Building the right technology engine for digital lending to high-performance MSMEs


By Abhishek Rungta, Founder and CEO, Indus Net Technologies

India’s growth story is highly dependent on its small businesses and as you read this there are over 63 million Micro, Small and Medium Enterprises (MSMEs) serving billions of people globally, while increasing our country’s GDP and employment in the process.

However, due to the lack of incentives and ‘safety nets’, the government and the RBI have failed to push our banking system to create easy lines of credit for MSME players. Naturally, this has led to a jittery group of bankers on one side and cash-strapped micro and small businesses on the other, raising serious concerns about the future of our economy.

Fintech bridges the great credit gap

Fortunately, today’s Indian tech stacks, data repositories and API frameworks – Aadhaar, UPI, eKYC, eSign, GSTN, IT, Account Aggregator, etc. – provide a much-needed answer and new-age fintech startups see no reason why all the tools available can’t be used to give MSMEs instant lines of credit.

This massive, underserved lending market is fertile ground for digital lenders to thrive on if their tech is sorted, but what makes fintech truly viable?

What’s Under the Hood of a Viable Fintech

Simply put, creating an effective digital lending system comes down to finding the right balance between what underwriters really need to know to approve a loan – risk profiles, analytics, dashboards and key data points – and what clients experience throughout the borrowing process.

If we were to zoom in a little more, good technology should allow:

Lenders should automatically assemble a comprehensive borrower profile to automate most decision tree tasks and reduce referral turnaround time.

Borrowers must go through a frictionless application and subscription process by seeking only the minimum set of credentials and consents to unlock mandatory data sources.

While seasoned product managers should be able to successfully build and implement a workable digital lending system based on this two-way approach, there are a few additional things to keep in mind when creating a a high-performance technology stack.

Streamlined for High Performance

First of all, remember that digital transformation can only affect an organization’s risk appetite and the risk function’s ability to evolve. When project managers beat around the bush replicating existing analog systems with technology, instead of using technology to solve the fundamental problems of archaic underwriting, they are simply building an inferior platform.

Second, every digital transformation replaces traditional borrower interactions with data and analytics. This requires a deep understanding of how to automatically analyze numerous data sources to create a rich borrower profile. To ensure a successful digital lending system, this data must exist, otherwise even the best code will struggle to transform analog methods.

Third, more often than you might think, the inability to deploy a new system due to poor UI/UX/EX, poor change management, and lack of training or support leads to increased complexity and, therefore, poor user adoption.
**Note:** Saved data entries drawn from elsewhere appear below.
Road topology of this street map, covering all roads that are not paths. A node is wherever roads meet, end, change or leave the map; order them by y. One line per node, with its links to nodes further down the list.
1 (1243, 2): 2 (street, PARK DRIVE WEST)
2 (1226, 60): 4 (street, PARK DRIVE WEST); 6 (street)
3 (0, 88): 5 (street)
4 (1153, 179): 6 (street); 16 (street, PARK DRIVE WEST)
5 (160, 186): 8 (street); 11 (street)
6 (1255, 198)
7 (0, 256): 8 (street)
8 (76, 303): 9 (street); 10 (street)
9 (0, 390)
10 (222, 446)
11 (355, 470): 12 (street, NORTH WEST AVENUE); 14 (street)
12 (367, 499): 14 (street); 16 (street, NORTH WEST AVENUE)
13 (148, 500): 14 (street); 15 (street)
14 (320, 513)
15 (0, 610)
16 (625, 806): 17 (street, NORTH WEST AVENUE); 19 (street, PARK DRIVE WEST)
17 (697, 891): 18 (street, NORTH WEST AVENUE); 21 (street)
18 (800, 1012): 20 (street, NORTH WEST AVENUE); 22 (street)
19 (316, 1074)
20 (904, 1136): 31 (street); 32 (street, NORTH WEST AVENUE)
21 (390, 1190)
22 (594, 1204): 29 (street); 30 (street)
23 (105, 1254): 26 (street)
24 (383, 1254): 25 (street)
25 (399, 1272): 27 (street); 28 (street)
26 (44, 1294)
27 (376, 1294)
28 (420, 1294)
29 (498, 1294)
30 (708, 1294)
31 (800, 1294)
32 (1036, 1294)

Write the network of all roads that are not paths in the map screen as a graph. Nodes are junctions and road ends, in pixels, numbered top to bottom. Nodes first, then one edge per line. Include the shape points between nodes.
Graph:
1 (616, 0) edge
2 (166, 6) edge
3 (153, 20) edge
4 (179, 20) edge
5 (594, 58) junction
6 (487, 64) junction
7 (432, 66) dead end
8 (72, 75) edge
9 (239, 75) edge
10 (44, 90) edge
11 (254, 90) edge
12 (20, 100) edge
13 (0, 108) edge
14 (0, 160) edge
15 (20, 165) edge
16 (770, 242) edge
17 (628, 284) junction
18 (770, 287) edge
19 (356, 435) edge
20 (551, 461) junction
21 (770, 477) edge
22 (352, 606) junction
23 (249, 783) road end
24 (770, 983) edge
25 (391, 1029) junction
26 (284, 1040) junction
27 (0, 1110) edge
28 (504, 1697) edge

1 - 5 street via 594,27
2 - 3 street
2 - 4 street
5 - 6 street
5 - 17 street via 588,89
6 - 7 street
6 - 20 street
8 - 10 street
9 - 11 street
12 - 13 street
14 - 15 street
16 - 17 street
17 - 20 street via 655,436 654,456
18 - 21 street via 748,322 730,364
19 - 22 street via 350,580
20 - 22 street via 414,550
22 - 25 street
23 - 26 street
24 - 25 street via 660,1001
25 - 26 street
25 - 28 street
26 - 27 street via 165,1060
And finally, a big mistake change seekers make is when they design a new digital system around a pre-qualified vendor, thereby compromising processes, data sources and other capabilities to align with a technology partner.

Eyes on opportunity

MSMEs – which account for 40% of exports and contribute 28% of India’s GDP – are hungry for some long-awaited TLC, given that most of them don’t even have websites or full recordings. For our country’s economy to touch this $5 trillion dream, lending at scale is essential to ensure that MSMEs, the backbone of India’s economy, can thrive and grow.

While many examples of failed MSMEs without access to finance at the right time can be cited, an equally large number of success stories scripted by real blue fintech players come to mind. And having supported many funded startups through such digital transformations, I can assure you that the technology isn’t really the problem, it’s the attitude of the organization that wants to usher in the change.